→ **What this task involves**:
Please go through the records below and return every line holding the word "Expedicionário".

→ **Exercise inputs**:
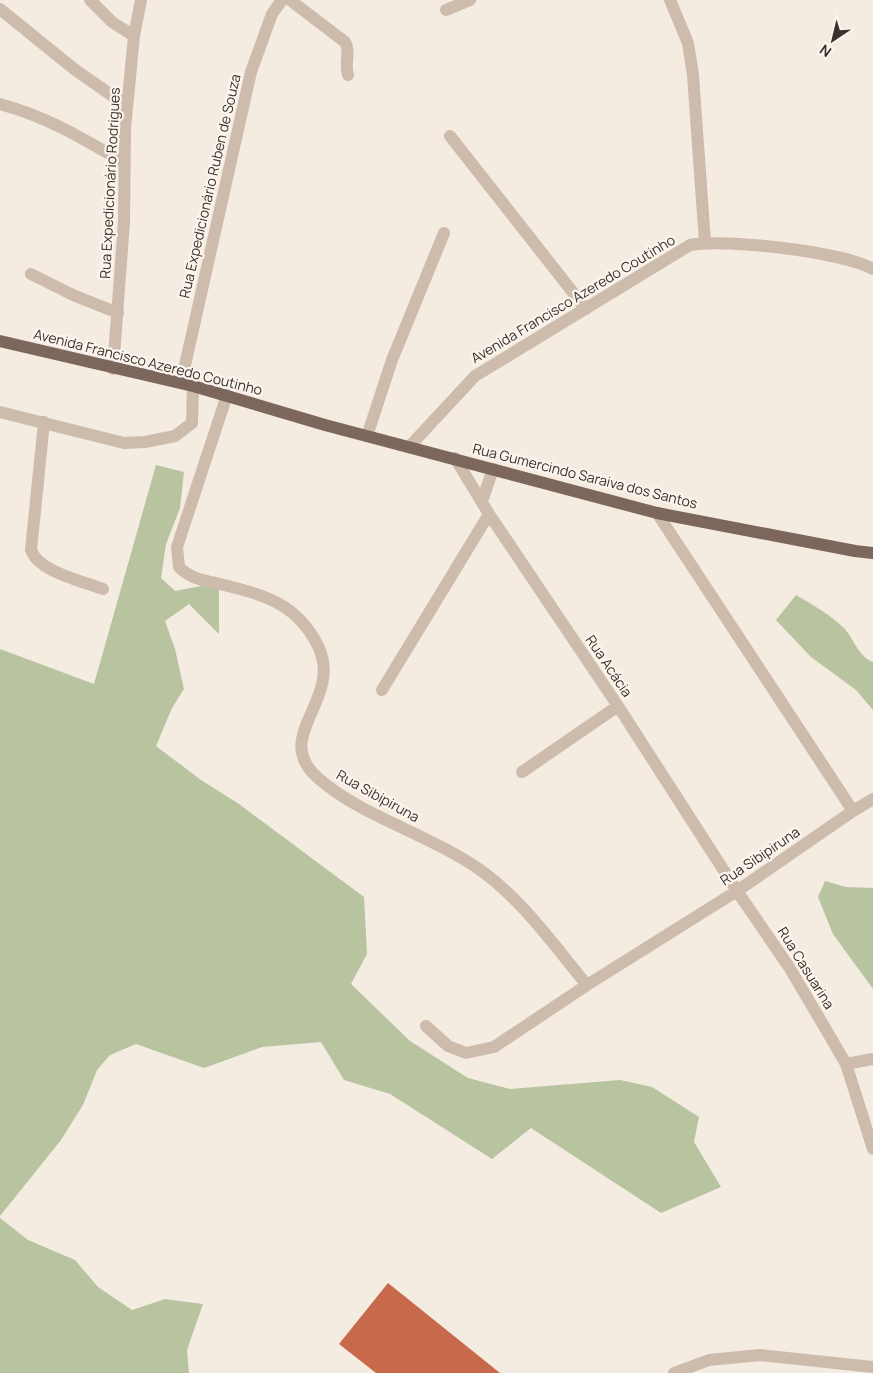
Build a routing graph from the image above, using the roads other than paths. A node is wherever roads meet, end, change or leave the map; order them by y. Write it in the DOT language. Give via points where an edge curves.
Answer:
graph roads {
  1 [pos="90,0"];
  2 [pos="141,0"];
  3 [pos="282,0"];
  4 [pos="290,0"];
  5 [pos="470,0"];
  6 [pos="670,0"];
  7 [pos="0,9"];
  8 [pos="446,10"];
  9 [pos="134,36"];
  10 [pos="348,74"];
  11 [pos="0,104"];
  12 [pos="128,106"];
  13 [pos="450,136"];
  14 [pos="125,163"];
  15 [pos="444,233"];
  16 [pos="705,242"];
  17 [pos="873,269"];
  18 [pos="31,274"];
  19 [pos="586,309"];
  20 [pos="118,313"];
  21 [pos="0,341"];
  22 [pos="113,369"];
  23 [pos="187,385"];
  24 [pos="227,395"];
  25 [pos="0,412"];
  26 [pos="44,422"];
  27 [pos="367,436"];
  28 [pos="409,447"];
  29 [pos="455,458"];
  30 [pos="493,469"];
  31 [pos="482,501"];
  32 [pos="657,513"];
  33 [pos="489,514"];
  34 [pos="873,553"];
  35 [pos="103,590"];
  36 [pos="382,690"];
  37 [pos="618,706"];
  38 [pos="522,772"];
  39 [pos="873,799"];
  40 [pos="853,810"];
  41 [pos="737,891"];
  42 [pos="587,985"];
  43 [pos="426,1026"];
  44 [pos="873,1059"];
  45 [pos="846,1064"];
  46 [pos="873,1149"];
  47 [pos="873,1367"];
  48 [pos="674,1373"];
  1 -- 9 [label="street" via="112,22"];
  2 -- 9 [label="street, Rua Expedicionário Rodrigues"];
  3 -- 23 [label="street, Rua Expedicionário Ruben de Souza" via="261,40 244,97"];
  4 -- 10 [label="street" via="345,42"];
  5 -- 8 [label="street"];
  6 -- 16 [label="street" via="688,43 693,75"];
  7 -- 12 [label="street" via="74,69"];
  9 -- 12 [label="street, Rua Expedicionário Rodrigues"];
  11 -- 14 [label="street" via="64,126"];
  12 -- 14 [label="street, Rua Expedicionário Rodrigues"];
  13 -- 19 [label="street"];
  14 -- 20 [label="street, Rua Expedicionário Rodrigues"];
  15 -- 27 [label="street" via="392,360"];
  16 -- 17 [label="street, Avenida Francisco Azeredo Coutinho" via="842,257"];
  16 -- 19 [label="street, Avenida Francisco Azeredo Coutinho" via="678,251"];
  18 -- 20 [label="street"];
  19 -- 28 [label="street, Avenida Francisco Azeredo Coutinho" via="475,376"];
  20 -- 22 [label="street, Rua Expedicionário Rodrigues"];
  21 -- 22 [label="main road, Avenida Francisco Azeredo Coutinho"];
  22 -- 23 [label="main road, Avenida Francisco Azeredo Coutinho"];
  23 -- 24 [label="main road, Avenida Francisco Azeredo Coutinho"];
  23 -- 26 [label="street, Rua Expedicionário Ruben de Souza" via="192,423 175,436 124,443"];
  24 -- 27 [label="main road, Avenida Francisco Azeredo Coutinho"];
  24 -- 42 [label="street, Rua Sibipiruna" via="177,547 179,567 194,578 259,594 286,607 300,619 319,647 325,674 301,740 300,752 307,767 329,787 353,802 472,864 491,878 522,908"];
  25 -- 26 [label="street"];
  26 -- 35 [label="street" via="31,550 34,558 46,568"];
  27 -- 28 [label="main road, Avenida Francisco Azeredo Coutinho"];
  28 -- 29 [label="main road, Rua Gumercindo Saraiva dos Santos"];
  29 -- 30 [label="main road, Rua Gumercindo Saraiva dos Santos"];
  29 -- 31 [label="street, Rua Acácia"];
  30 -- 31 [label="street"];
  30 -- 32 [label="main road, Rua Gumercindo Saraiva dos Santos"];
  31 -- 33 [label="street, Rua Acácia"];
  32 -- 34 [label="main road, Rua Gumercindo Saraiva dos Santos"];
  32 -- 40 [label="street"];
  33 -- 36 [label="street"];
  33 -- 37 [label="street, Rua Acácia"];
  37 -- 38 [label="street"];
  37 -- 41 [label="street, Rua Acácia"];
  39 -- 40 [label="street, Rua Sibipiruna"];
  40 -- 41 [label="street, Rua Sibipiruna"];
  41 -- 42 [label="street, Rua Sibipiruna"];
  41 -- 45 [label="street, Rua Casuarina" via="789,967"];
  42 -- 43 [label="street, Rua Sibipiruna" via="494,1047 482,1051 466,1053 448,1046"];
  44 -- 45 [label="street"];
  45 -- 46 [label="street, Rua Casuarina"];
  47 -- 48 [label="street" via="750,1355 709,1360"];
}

→ **Your solution**:
  2 -- 9 [label="street, Rua Expedicionário Rodrigues"];
  3 -- 23 [label="street, Rua Expedicionário Ruben de Souza" via="261,40 244,97"];
  9 -- 12 [label="street, Rua Expedicionário Rodrigues"];
  12 -- 14 [label="street, Rua Expedicionário Rodrigues"];
  14 -- 20 [label="street, Rua Expedicionário Rodrigues"];
  20 -- 22 [label="street, Rua Expedicionário Rodrigues"];
  23 -- 26 [label="street, Rua Expedicionário Ruben de Souza" via="192,423 175,436 124,443"];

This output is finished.